What is required.
Make an exact copy of the entries below, with all images left out.
--------------------------------
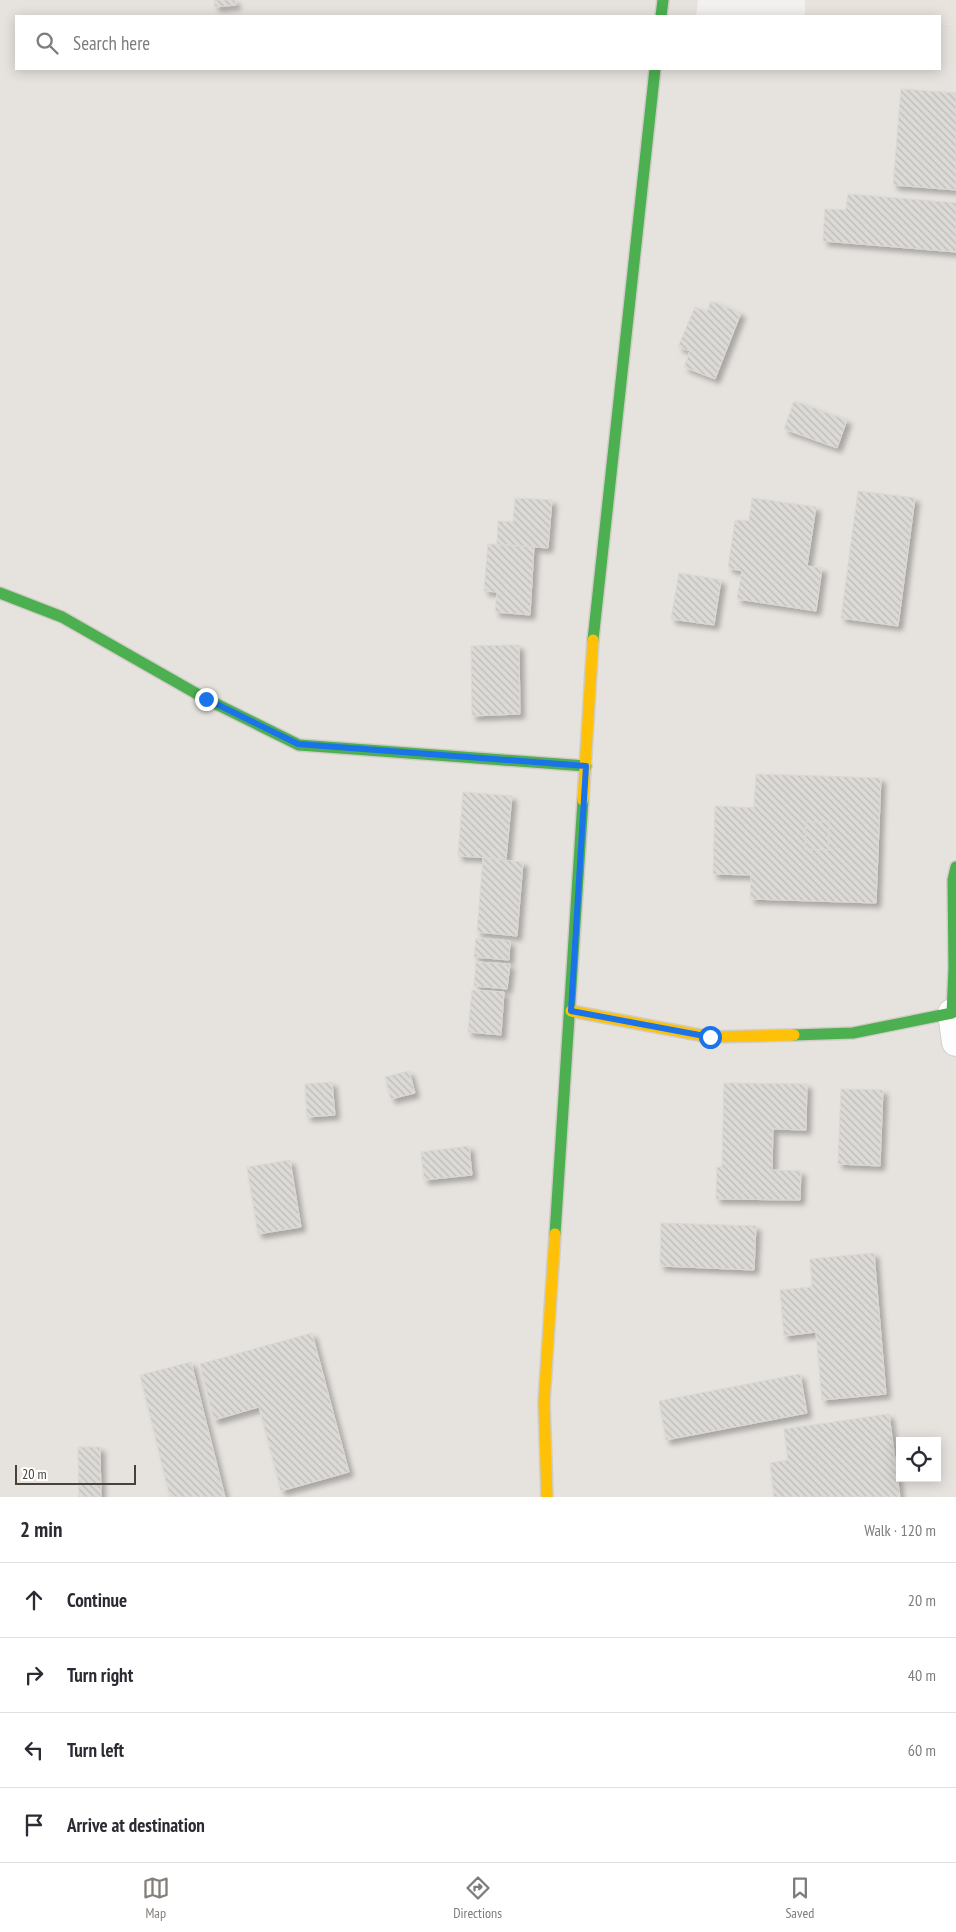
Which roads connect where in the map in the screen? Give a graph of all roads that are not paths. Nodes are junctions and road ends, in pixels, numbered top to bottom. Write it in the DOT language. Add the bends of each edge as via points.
graph roads {
  1 [pos="663,0"];
  2 [pos="661,15"];
  3 [pos="655,70"];
  4 [pos="0,593"];
  5 [pos="586,766"];
  6 [pos="956,867"];
  7 [pos="571,1011"];
  8 [pos="952,1013"];
  9 [pos="956,1042"];
  10 [pos="547,1497"];
  1 -- 2 [label="street"];
  3 -- 5 [label="street" via="594,629"];
  4 -- 5 [label="street" via="62,617 206,699 298,744"];
  5 -- 7 [label="street"];
  6 -- 8 [label="street" via="953,880"];
  7 -- 8 [label="street" via="710,1037 853,1033"];
  7 -- 10 [label="street" via="544,1402"];
  8 -- 9 [label="street"];
}
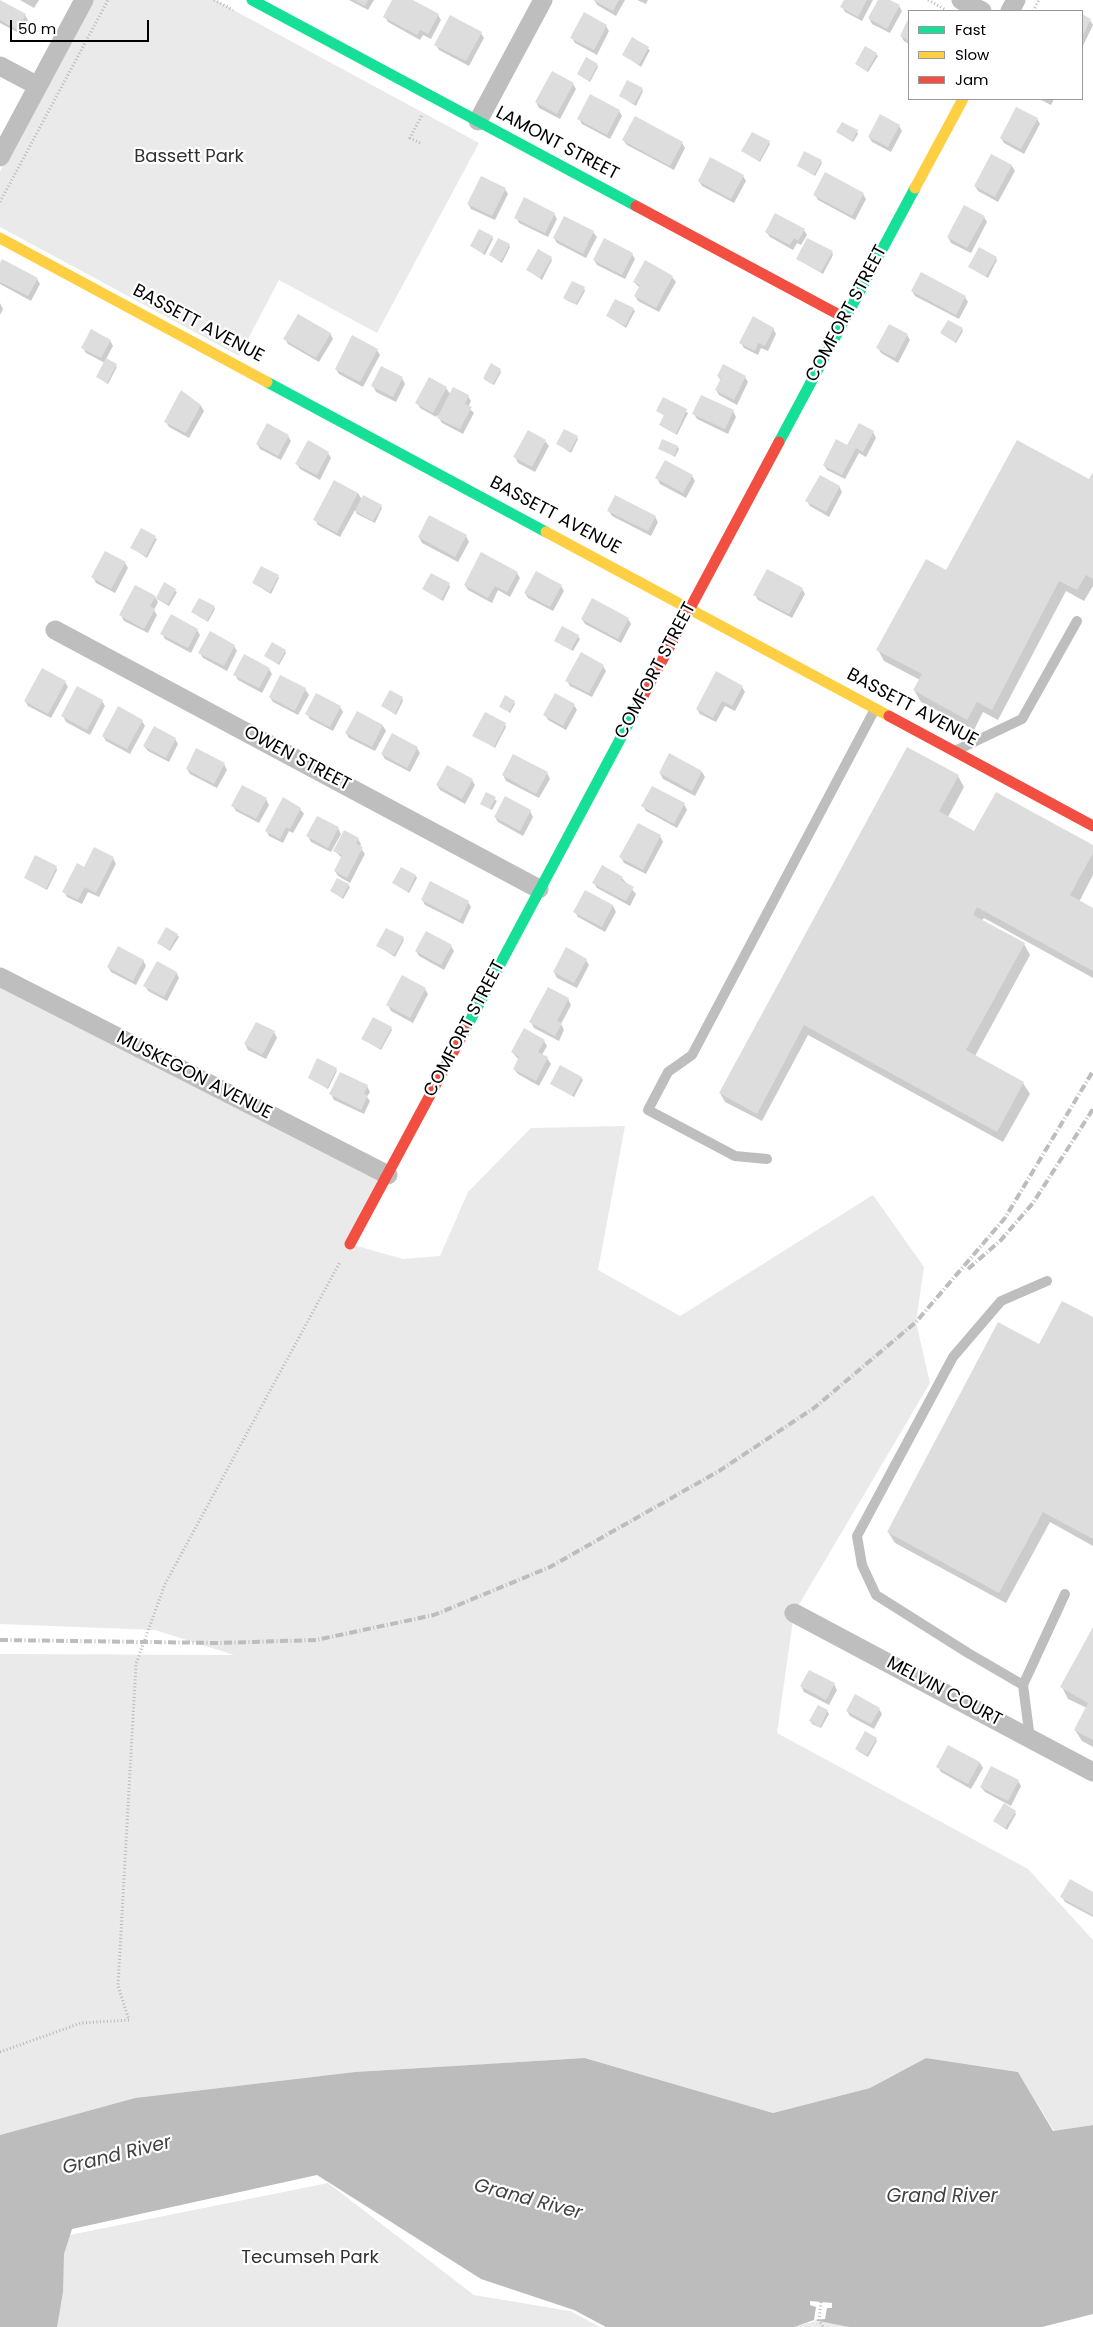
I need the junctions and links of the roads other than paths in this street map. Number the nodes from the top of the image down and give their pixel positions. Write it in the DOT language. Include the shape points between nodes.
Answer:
graph roads {
  1 [pos="84,0"];
  2 [pos="252,0"];
  3 [pos="543,0"];
  4 [pos="961,0"];
  5 [pos="980,10"];
  6 [pos="0,66"];
  7 [pos="38,86"];
  8 [pos="962,100"];
  9 [pos="478,121"];
  10 [pos="0,157"];
  11 [pos="0,238"];
  12 [pos="845,318"];
  13 [pos="690,608"];
  14 [pos="1077,621"];
  15 [pos="55,630"];
  16 [pos="876,708"];
  17 [pos="954,751"];
  18 [pos="1093,826"];
  19 [pos="540,889"];
  20 [pos="0,977"];
  21 [pos="767,1159"];
  22 [pos="388,1175"];
  23 [pos="350,1244"];
  24 [pos="1047,1281"];
  25 [pos="1065,1594"];
  26 [pos="794,1613"];
  27 [pos="1023,1685"];
  28 [pos="1030,1738"];
  29 [pos="1093,1772"];
  1 -- 7 [label="street"];
  2 -- 9 [label="street, LAMONT STREET"];
  3 -- 9 [label="street"];
  4 -- 5 [label="street"];
  6 -- 7 [label="street"];
  7 -- 10 [label="street"];
  8 -- 12 [label="street, COMFORT STREET"];
  9 -- 12 [label="street, LAMONT STREET"];
  11 -- 13 [label="street, BASSETT AVENUE"];
  12 -- 13 [label="street, COMFORT STREET"];
  13 -- 16 [label="street, BASSETT AVENUE"];
  13 -- 19 [label="street, COMFORT STREET"];
  14 -- 17 [label="lane" via="1022,719"];
  15 -- 19 [label="street, OWEN STREET"];
  16 -- 17 [label="street, BASSETT AVENUE"];
  16 -- 21 [label="lane" via="692,1055 668,1072 648,1110 735,1156"];
  17 -- 18 [label="street, BASSETT AVENUE"];
  19 -- 22 [label="street, COMFORT STREET"];
  20 -- 22 [label="street, MUSKEGON AVENUE"];
  22 -- 23 [label="street, COMFORT STREET"];
  24 -- 27 [label="lane" via="1001,1301 953,1357 857,1536 862,1566 876,1595"];
  25 -- 27 [label="lane"];
  26 -- 28 [label="street, MELVIN COURT"];
  27 -- 28 [label="lane"];
  28 -- 29 [label="street, MELVIN COURT"];
}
--------------------------------
Exercise response.
Which roads connect where in the map in the screen? Give a graph of all roads that are not paths. Nodes are junctions and road ends, in pixels, numbered top to bottom. Write it in the DOT language. Add the bends of each edge as via points.
graph roads {
  1 [pos="663,0"];
  2 [pos="661,15"];
  3 [pos="655,70"];
  4 [pos="0,593"];
  5 [pos="586,766"];
  6 [pos="956,867"];
  7 [pos="571,1011"];
  8 [pos="952,1013"];
  9 [pos="956,1042"];
  10 [pos="547,1497"];
  1 -- 2 [label="street"];
  3 -- 5 [label="street" via="594,629"];
  4 -- 5 [label="street" via="62,617 206,699 298,744"];
  5 -- 7 [label="street"];
  6 -- 8 [label="street" via="953,880"];
  7 -- 8 [label="street" via="710,1037 853,1033"];
  7 -- 10 [label="street" via="544,1402"];
  8 -- 9 [label="street"];
}
I need the junctions and links of the roads other than paths in this street map. Number the nodes from the top of the image down and give their pixel positions. Write it in the DOT language. Include the shape points between nodes.
Answer:
graph roads {
  1 [pos="84,0"];
  2 [pos="252,0"];
  3 [pos="543,0"];
  4 [pos="961,0"];
  5 [pos="980,10"];
  6 [pos="0,66"];
  7 [pos="38,86"];
  8 [pos="962,100"];
  9 [pos="478,121"];
  10 [pos="0,157"];
  11 [pos="0,238"];
  12 [pos="845,318"];
  13 [pos="690,608"];
  14 [pos="1077,621"];
  15 [pos="55,630"];
  16 [pos="876,708"];
  17 [pos="954,751"];
  18 [pos="1093,826"];
  19 [pos="540,889"];
  20 [pos="0,977"];
  21 [pos="767,1159"];
  22 [pos="388,1175"];
  23 [pos="350,1244"];
  24 [pos="1047,1281"];
  25 [pos="1065,1594"];
  26 [pos="794,1613"];
  27 [pos="1023,1685"];
  28 [pos="1030,1738"];
  29 [pos="1093,1772"];
  1 -- 7 [label="street"];
  2 -- 9 [label="street, LAMONT STREET"];
  3 -- 9 [label="street"];
  4 -- 5 [label="street"];
  6 -- 7 [label="street"];
  7 -- 10 [label="street"];
  8 -- 12 [label="street, COMFORT STREET"];
  9 -- 12 [label="street, LAMONT STREET"];
  11 -- 13 [label="street, BASSETT AVENUE"];
  12 -- 13 [label="street, COMFORT STREET"];
  13 -- 16 [label="street, BASSETT AVENUE"];
  13 -- 19 [label="street, COMFORT STREET"];
  14 -- 17 [label="lane" via="1022,719"];
  15 -- 19 [label="street, OWEN STREET"];
  16 -- 17 [label="street, BASSETT AVENUE"];
  16 -- 21 [label="lane" via="692,1055 668,1072 648,1110 735,1156"];
  17 -- 18 [label="street, BASSETT AVENUE"];
  19 -- 22 [label="street, COMFORT STREET"];
  20 -- 22 [label="street, MUSKEGON AVENUE"];
  22 -- 23 [label="street, COMFORT STREET"];
  24 -- 27 [label="lane" via="1001,1301 953,1357 857,1536 862,1566 876,1595"];
  25 -- 27 [label="lane"];
  26 -- 28 [label="street, MELVIN COURT"];
  27 -- 28 [label="lane"];
  28 -- 29 [label="street, MELVIN COURT"];
}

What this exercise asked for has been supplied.